I know the View-Controller ratio should be 1 to 1 (exceptions ruled out). Now in what way should I design my Service Layer? Should I use one big service (don't think so)? If not, based on what should I split my services?
Note, my Service will be called from the Beans (Controllers in MVC terms) and the Service itself will call DAO's using JPA when necessary.
Thanks in advance
The service layer (the business model) should be designed around the main entity (the data model). E.g. UserService
for User
, ProductService
for Product
, OrderService
for Order
, etc. You should absolutely not have one huge service class or so. That's extreme tight coupling.
As to the service layer API itself, Java EE 6 offers EJB 3.1 as service layer API. In the dark J2EE ages, long time ago when EJB 2.0 was terrible to develop with, Spring was more often been used as service layer API. Some still use it nowadays, but since Java EE 6 has incorporated all the nice lessons learnt from Spring, it has become superfluous. Note that EJB (and JPA) is not available in barebones servletcontainers such as Tomcat. You'd need to install for example OpenEJB on top of it (or just upgrade to TomEE).

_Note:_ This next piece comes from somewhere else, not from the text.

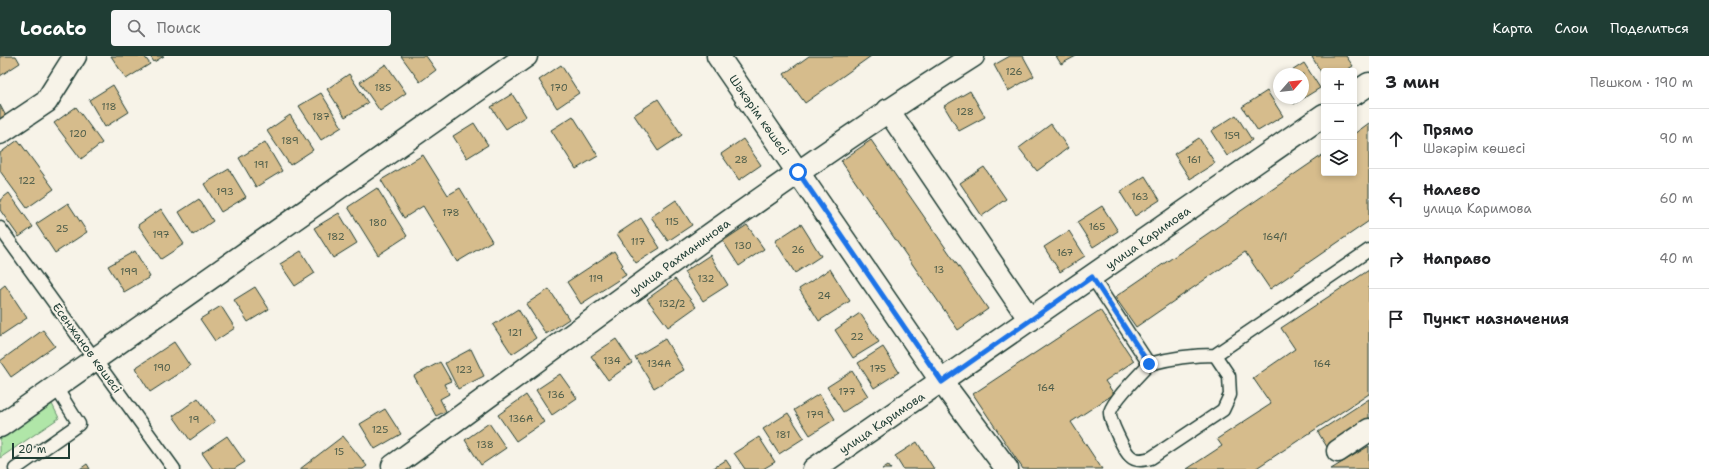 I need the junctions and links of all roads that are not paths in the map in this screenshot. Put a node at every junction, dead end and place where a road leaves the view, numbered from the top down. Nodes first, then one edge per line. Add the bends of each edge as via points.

Regardless of the service layer API choice, best would be to keep your JSF backing bean (action)listener methods as slick as possible by performing the business job entirely in the service layer. Note that the service layer should by itself not have any JSF dependencies. So any (in)direct imports of javax.faces.*
in the service layer code indicates bad design. You should keep the particular code lines in the backing bean (it's usually code which adds a faces message depending on the service call result). This way the service layer is reuseable for other front ends, such as JAX-RS or even plain servlets.
You should understand that the main advantage of the service layer in a Java EE application is the availability of container managed transactions. One service method call on a @Stateless
EJB counts effectively as a single DB transaction. So if an exception occurs during one of any DAO operations using @PersistenceContext EntityManager
which is invoked by the service method call, then a complete rollback will be triggered. This way you end up with a clean DB state instead of a dirty DB state because for example the first DB manipulation query succeeded, but the second not.